Доктор К. Мне пять лет, я еще не хожу в школу. Каждой из вас столько, сколько вы хотите, но не более восьми. Ну, а теперь начнем.
Этер. Мой папа делает мне гнусные штучки.
Магнолия. Я не могу припомнить, чтобы кто-то из мужчин в нашей семье мне сделал что-то некорректное.
Доктор К. Магнолия ходит в школу и говорит «взрослые» слова, которые я не понимаю. Что такое «некорректное»?
Камелия. А я знаю, мне сказала мама. «Некорректное» — это когда делаешь то, что не должен делать.
Дэзи. Вы со своей мамочкой, наверно, очень дружно живете, Камелия? Имеете тесные отношения?
Доктор К. У нас тут есть одна дама, ее зовут Дэзи, которая нас слушает и говорит «взрослые» слова.
Ирис. Иногда я боюсь играть здесь, потому что знаю, что есть эта дама, Дэзи, которая на нас смотрит.
Доктор К. Почему же вы все приходите ко мне играть?
Розита. Я люблю ходить играть к мальчику. Можно играть во всякие игры и делать такие же штучки, как моя мама с некоторыми мужчинами, которые к ней приходят.
И так далее в течение двадцати минут. Когда все закончилось, каждая из женщин сказала, что этот эпизод произвел на нее огромное впечатление, какой-то необычный эффект. Камелия почувствовала боль в груди, напомнившую ей похожие боли в детстве; Розита ощутила чувство полета; у Этер дрожали руки; Пэппи плакала; у Дэзи случилась мигрень, какой она не испытывала с восьми лет; у Магнолии было сильное сердцебиение; Ирис была охвачена волной новых воспоминаний.
Все были так взволнованы мощью этой новой техники, что, когда Этер предложила на следующем сеансе продолжить прошлый эксперимент, проголосовали против, и только через несколько недель могли к нему вернуться. А тем, кто проходил индивидуальную терапию, было что рассказать из «вновь приобретенных» воспоминаний.
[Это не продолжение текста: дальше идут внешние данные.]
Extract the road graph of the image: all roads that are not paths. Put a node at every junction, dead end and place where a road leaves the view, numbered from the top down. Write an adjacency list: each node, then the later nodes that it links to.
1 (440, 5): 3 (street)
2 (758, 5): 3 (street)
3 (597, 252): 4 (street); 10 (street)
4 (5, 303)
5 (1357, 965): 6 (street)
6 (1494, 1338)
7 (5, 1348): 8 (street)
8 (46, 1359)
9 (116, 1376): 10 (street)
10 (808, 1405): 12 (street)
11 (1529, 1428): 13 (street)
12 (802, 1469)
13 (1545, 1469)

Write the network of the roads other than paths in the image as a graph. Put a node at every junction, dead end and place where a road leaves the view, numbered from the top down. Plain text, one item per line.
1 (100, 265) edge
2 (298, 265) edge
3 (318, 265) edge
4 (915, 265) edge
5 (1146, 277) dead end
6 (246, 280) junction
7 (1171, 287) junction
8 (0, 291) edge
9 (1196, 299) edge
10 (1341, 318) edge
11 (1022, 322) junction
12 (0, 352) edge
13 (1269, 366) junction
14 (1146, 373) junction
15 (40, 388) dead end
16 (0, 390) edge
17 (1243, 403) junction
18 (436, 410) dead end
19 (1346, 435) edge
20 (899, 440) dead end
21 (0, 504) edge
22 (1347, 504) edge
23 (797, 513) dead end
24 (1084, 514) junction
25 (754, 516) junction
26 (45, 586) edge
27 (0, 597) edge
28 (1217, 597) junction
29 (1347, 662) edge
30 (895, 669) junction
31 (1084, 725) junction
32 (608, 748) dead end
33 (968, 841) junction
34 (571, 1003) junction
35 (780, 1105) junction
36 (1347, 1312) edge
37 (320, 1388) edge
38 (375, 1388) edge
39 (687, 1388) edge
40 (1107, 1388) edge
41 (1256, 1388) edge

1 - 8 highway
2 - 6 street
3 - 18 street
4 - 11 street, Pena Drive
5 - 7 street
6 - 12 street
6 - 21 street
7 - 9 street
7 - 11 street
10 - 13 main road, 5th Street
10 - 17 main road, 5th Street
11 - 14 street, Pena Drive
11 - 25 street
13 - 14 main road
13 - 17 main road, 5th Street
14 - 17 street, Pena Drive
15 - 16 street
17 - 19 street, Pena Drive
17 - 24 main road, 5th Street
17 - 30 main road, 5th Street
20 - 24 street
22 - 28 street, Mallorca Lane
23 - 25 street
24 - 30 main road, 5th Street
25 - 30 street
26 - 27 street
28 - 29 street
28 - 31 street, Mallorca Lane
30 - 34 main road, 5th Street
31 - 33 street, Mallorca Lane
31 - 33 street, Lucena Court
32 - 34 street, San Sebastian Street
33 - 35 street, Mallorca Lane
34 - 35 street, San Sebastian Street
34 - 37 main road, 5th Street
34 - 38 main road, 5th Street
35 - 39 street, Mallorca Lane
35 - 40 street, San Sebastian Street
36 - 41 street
Возраст восьми лет выбран потому, что почти нет людей, у которых бы не было воспоминаний после этого возраста, то есть на утрату воспоминаний никто из пациентов сослаться уже не мог. Возраст врача — пять лет — был выбран потому, что чувство реальности у ребенка в этом возрасте уже развито, но его словарь еще очень ограничен. Ограничения в словаре позволяют отсеивать тех, кто не участвует в эксперименте, и тех, кто не старается изменить свой словарь. Эти ограничения позволяют довольно точно показать пациенту, что от него требуется, и если он не понимает такого примера, то, возможно, не из-за непонятливости, а из-за сопротивления, упрямства.
Регрессивный анализ представляет собой вид психодрамы, но его теоретические обоснования и техника более четки и точны. Его цель более ограниченная и менее искусственная, так как все участники, включая врача, проиграли свои роли кровью, потом и слезами. Регрессивный анализ ближе всего к прямому анализу Розена, в частности, в способе использования материала. Так как регрессивный анализ ближе всего соседствует с трансакционным анализом, все сведения о нем носят гипотетический характер. Возможно, опыты Шандлера и Гартмана с LSD25 внесут больше ясности в эту тему, потому что это средство имеет много сходства, как кажется, с регрессивным анализом, но в нем нет тех отрицательных качеств, которые свойственны другим фармакологическим субстанциям.